§ **EXERCISE**
Write an exact copy of the entries below that leaves out all pictures.

§ **DATA SUPPLIED**

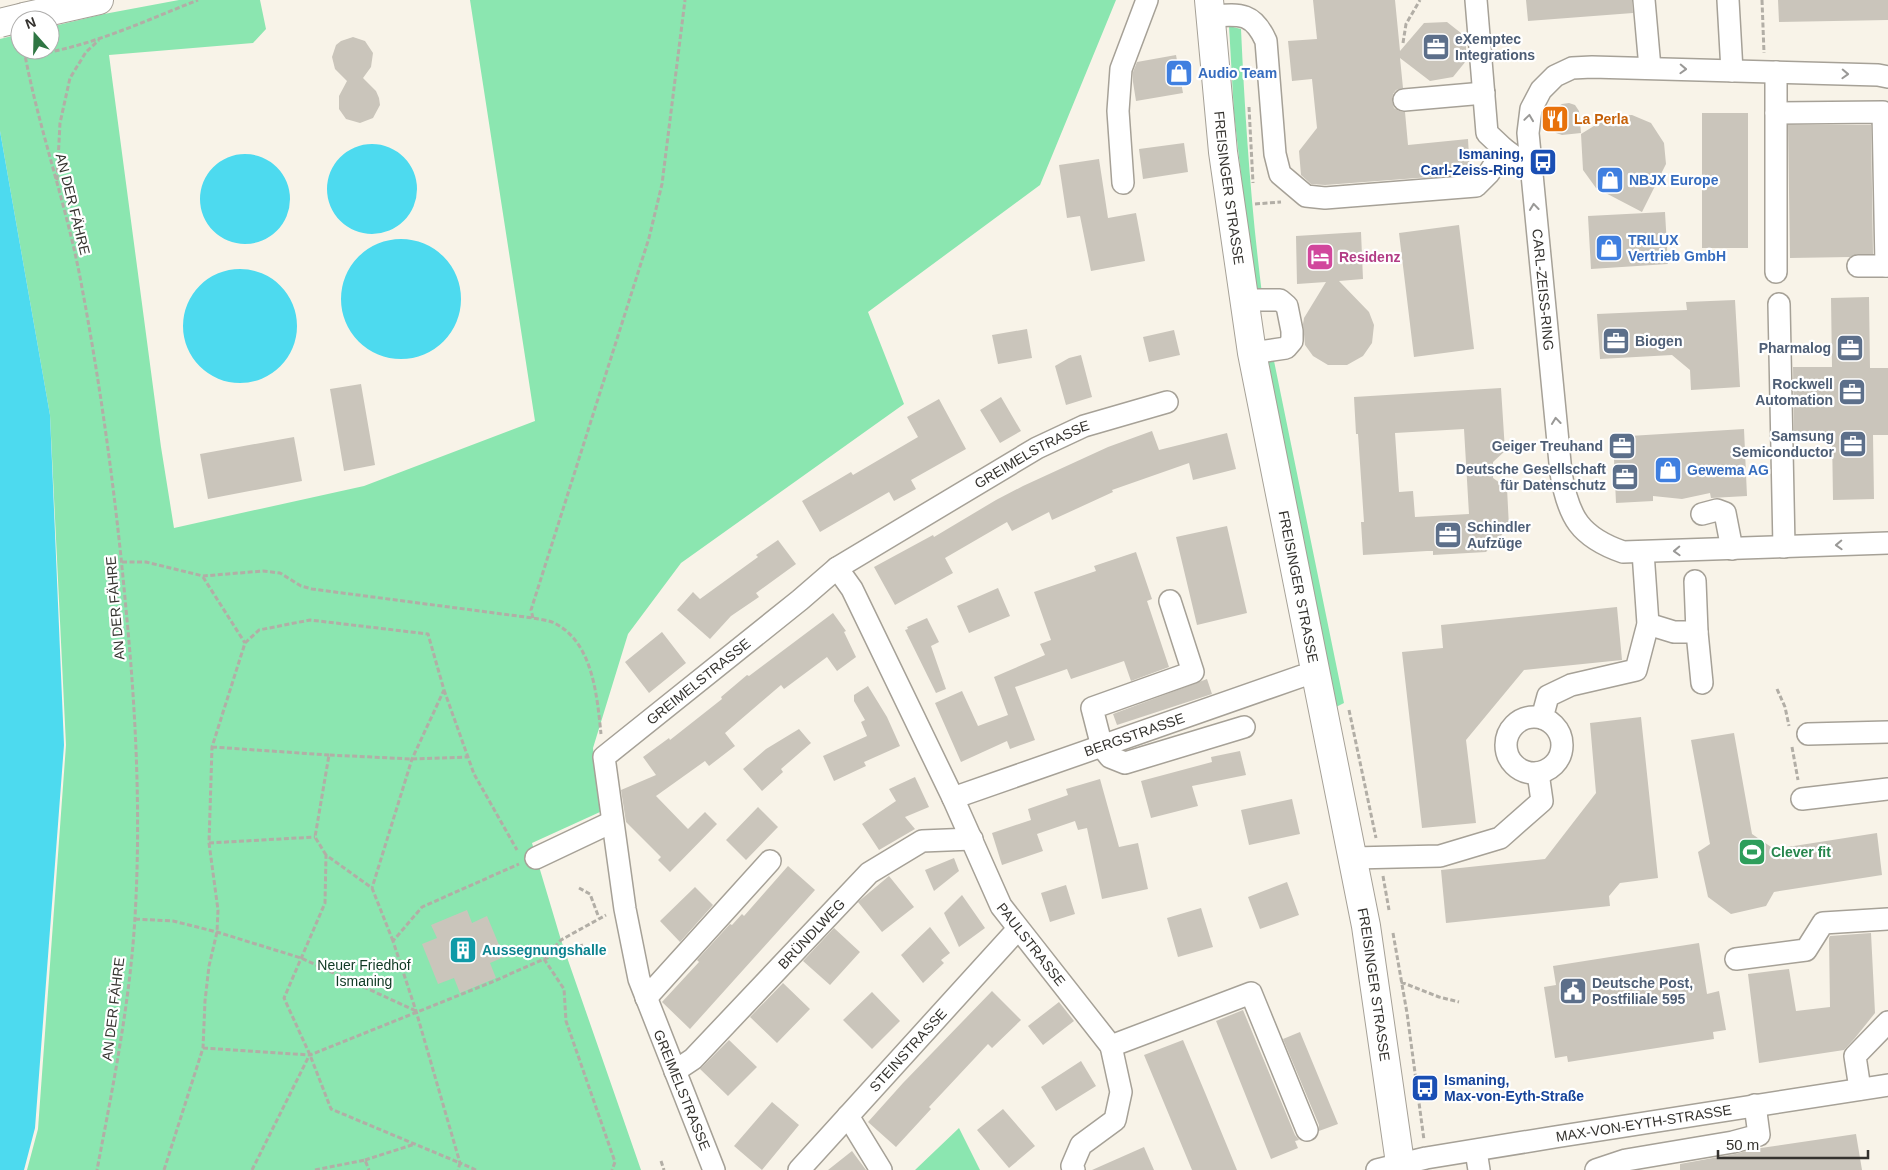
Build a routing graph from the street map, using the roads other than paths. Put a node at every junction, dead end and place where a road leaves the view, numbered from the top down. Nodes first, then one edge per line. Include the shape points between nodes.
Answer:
1 (99, 0) edge
2 (1148, 0) edge
3 (1476, 0) edge
4 (1644, 0) edge
5 (1728, 0) edge
6 (1210, 8) edge
7 (56, 10) edge
8 (1650, 68) junction
9 (1732, 70) junction
10 (1770, 72) junction
11 (1888, 77) edge
12 (1484, 93) junction
13 (1404, 100) dead end
14 (1776, 113) junction
15 (1504, 149) junction
16 (1530, 166) junction
17 (1123, 183) dead end
18 (1858, 266) dead end
19 (1887, 266) edge
20 (1776, 272) dead end
21 (1244, 300) junction
22 (1779, 304) dead end
23 (1252, 352) junction
24 (1167, 402) dead end
25 (1702, 514) dead end
26 (1888, 543) edge
27 (1784, 547) junction
28 (1732, 549) junction
29 (1643, 552) junction
30 (836, 568) junction
31 (1695, 581) dead end
32 (1170, 601) dead end
33 (1648, 624) junction
34 (1697, 632) junction
35 (1317, 673) junction
36 (1702, 683) dead end
37 (1542, 718) junction
38 (1244, 727) dead end
39 (1888, 732) edge
40 (1808, 734) dead end
41 (1102, 747) junction
42 (1538, 773) junction
43 (1888, 789) edge
44 (953, 798) junction
45 (1802, 799) dead end
46 (612, 822) junction
47 (972, 839) junction
48 (1367, 857) junction
49 (530, 860) road end
50 (770, 861) dead end
51 (1888, 919) edge
52 (1018, 929) junction
53 (1736, 959) dead end
54 (646, 998) junction
55 (1888, 1022) edge
56 (1111, 1046) junction
57 (675, 1071) junction
58 (1888, 1086) edge
59 (1860, 1089) junction
60 (1755, 1105) junction
61 (848, 1116) junction
62 (1307, 1130) dead end
63 (1478, 1160) edge
64 (1401, 1166) edge
65 (714, 1170) edge
66 (799, 1170) edge
67 (881, 1170) edge
68 (1074, 1170) edge
69 (1596, 1170) edge

1 - 7 main road
2 - 17 street via 1121,69 1118,111
3 - 12 street
4 - 8 street
5 - 9 street
6 - 15 street via 1253,20 1261,29 1266,41 1275,154 1280,174 1306,196 1325,198 1476,186 1489,173
6 - 21 main road, FREISINGER STRASSE via 1222,143
8 -> 9 street, CARL-ZEISS-RING
16 -> 8 street, CARL-ZEISS-RING via 1528,133 1531,109 1540,90 1555,76 1572,68
9 - 10 street, CARL-ZEISS-RING
10 -> 11 street, CARL-ZEISS-RING
10 - 14 street
12 - 13 street
12 - 15 street via 1488,133
14 - 19 street via 1883,112
14 - 20 street
15 - 16 street
29 -> 16 street, CARL-ZEISS-RING via 1623,552 1602,545 1586,533 1572,514 1565,495
18 - 19 street
21 - 23 main road, FREISINGER STRASSE
21 - 23 street via 1280,300 1287,306 1292,332 1292,341 1286,348
22 - 27 street
23 - 35 main road, FREISINGER STRASSE
24 - 30 street, GREIMELSTRASSE via 1084,426 1037,448
25 - 28 street via 1717,510 1725,513
26 -> 27 street, CARL-ZEISS-RING
27 - 28 street, CARL-ZEISS-RING
28 -> 29 street, CARL-ZEISS-RING
29 - 33 street
30 - 44 street, PAULSTRASSE via 852,588
30 - 46 street, GREIMELSTRASSE via 604,757
31 - 34 street
32 - 41 street via 1193,672 1092,708
33 - 34 street via 1674,632
33 - 37 street via 1636,670 1571,684 1548,696
34 - 36 street
35 - 41 street, BERGSTRASSE
35 - 48 main road, FREISINGER STRASSE
37 - 42 street via 1557,729 1562,747 1555,764
37 - 42 street via 1524,719 1516,724 1507,739 1506,748 1508,757 1521,770
38 - 41 street via 1125,763 1110,757
39 - 40 street
41 - 44 street, BERGSTRASSE
42 - 48 street via 1542,801 1500,838 1440,856
43 - 45 street
44 - 47 street, PAULSTRASSE
46 - 49 street
46 - 54 street, GREIMELSTRASSE via 625,909
47 - 52 street, PAULSTRASSE via 1001,906
47 - 57 street, BRÜNDLWEG via 922,841 869,873 693,1059
48 - 64 main road, FREISINGER STRASSE via 1374,980
50 - 54 street
51 - 53 street via 1823,923 1806,950
52 - 56 street, PAULSTRASSE
52 - 61 street, STEINSTRASSE
54 - 57 street, GREIMELSTRASSE
55 - 59 street via 1855,1056
56 - 62 street via 1251,993
56 - 68 street via 1121,1092 1115,1120 1081,1144 1072,1166
57 - 65 street, GREIMELSTRASSE
58 - 59 street, MAX-VON-EYTH-STRASSE
59 - 60 street, MAX-VON-EYTH-STRASSE
60 - 63 street, MAX-VON-EYTH-STRASSE
60 - 69 street via 1759,1135 1626,1160
61 - 66 street, STEINSTRASSE
61 - 67 street
63 - 64 street, MAX-VON-EYTH-STRASSE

§ **TASK RESULT**
Build a routing graph from the street map, using the roads other than paths. Put a node at every junction, dead end and place where a road leaves the view, numbered from the top down. Nodes first, then one edge per line. Include the shape points between nodes.
Answer:
1 (99, 0) edge
2 (1148, 0) edge
3 (1476, 0) edge
4 (1644, 0) edge
5 (1728, 0) edge
6 (1210, 8) edge
7 (56, 10) edge
8 (1650, 68) junction
9 (1732, 70) junction
10 (1770, 72) junction
11 (1888, 77) edge
12 (1484, 93) junction
13 (1404, 100) dead end
14 (1776, 113) junction
15 (1504, 149) junction
16 (1530, 166) junction
17 (1123, 183) dead end
18 (1858, 266) dead end
19 (1887, 266) edge
20 (1776, 272) dead end
21 (1244, 300) junction
22 (1779, 304) dead end
23 (1252, 352) junction
24 (1167, 402) dead end
25 (1702, 514) dead end
26 (1888, 543) edge
27 (1784, 547) junction
28 (1732, 549) junction
29 (1643, 552) junction
30 (836, 568) junction
31 (1695, 581) dead end
32 (1170, 601) dead end
33 (1648, 624) junction
34 (1697, 632) junction
35 (1317, 673) junction
36 (1702, 683) dead end
37 (1542, 718) junction
38 (1244, 727) dead end
39 (1888, 732) edge
40 (1808, 734) dead end
41 (1102, 747) junction
42 (1538, 773) junction
43 (1888, 789) edge
44 (953, 798) junction
45 (1802, 799) dead end
46 (612, 822) junction
47 (972, 839) junction
48 (1367, 857) junction
49 (530, 860) road end
50 (770, 861) dead end
51 (1888, 919) edge
52 (1018, 929) junction
53 (1736, 959) dead end
54 (646, 998) junction
55 (1888, 1022) edge
56 (1111, 1046) junction
57 (675, 1071) junction
58 (1888, 1086) edge
59 (1860, 1089) junction
60 (1755, 1105) junction
61 (848, 1116) junction
62 (1307, 1130) dead end
63 (1478, 1160) edge
64 (1401, 1166) edge
65 (714, 1170) edge
66 (799, 1170) edge
67 (881, 1170) edge
68 (1074, 1170) edge
69 (1596, 1170) edge

1 - 7 main road
2 - 17 street via 1121,69 1118,111
3 - 12 street
4 - 8 street
5 - 9 street
6 - 15 street via 1253,20 1261,29 1266,41 1275,154 1280,174 1306,196 1325,198 1476,186 1489,173
6 - 21 main road, FREISINGER STRASSE via 1222,143
8 -> 9 street, CARL-ZEISS-RING
16 -> 8 street, CARL-ZEISS-RING via 1528,133 1531,109 1540,90 1555,76 1572,68
9 - 10 street, CARL-ZEISS-RING
10 -> 11 street, CARL-ZEISS-RING
10 - 14 street
12 - 13 street
12 - 15 street via 1488,133
14 - 19 street via 1883,112
14 - 20 street
15 - 16 street
29 -> 16 street, CARL-ZEISS-RING via 1623,552 1602,545 1586,533 1572,514 1565,495
18 - 19 street
21 - 23 main road, FREISINGER STRASSE
21 - 23 street via 1280,300 1287,306 1292,332 1292,341 1286,348
22 - 27 street
23 - 35 main road, FREISINGER STRASSE
24 - 30 street, GREIMELSTRASSE via 1084,426 1037,448
25 - 28 street via 1717,510 1725,513
26 -> 27 street, CARL-ZEISS-RING
27 - 28 street, CARL-ZEISS-RING
28 -> 29 street, CARL-ZEISS-RING
29 - 33 street
30 - 44 street, PAULSTRASSE via 852,588
30 - 46 street, GREIMELSTRASSE via 604,757
31 - 34 street
32 - 41 street via 1193,672 1092,708
33 - 34 street via 1674,632
33 - 37 street via 1636,670 1571,684 1548,696
34 - 36 street
35 - 41 street, BERGSTRASSE
35 - 48 main road, FREISINGER STRASSE
37 - 42 street via 1557,729 1562,747 1555,764
37 - 42 street via 1524,719 1516,724 1507,739 1506,748 1508,757 1521,770
38 - 41 street via 1125,763 1110,757
39 - 40 street
41 - 44 street, BERGSTRASSE
42 - 48 street via 1542,801 1500,838 1440,856
43 - 45 street
44 - 47 street, PAULSTRASSE
46 - 49 street
46 - 54 street, GREIMELSTRASSE via 625,909
47 - 52 street, PAULSTRASSE via 1001,906
47 - 57 street, BRÜNDLWEG via 922,841 869,873 693,1059
48 - 64 main road, FREISINGER STRASSE via 1374,980
50 - 54 street
51 - 53 street via 1823,923 1806,950
52 - 56 street, PAULSTRASSE
52 - 61 street, STEINSTRASSE
54 - 57 street, GREIMELSTRASSE
55 - 59 street via 1855,1056
56 - 62 street via 1251,993
56 - 68 street via 1121,1092 1115,1120 1081,1144 1072,1166
57 - 65 street, GREIMELSTRASSE
58 - 59 street, MAX-VON-EYTH-STRASSE
59 - 60 street, MAX-VON-EYTH-STRASSE
60 - 63 street, MAX-VON-EYTH-STRASSE
60 - 69 street via 1759,1135 1626,1160
61 - 66 street, STEINSTRASSE
61 - 67 street
63 - 64 street, MAX-VON-EYTH-STRASSE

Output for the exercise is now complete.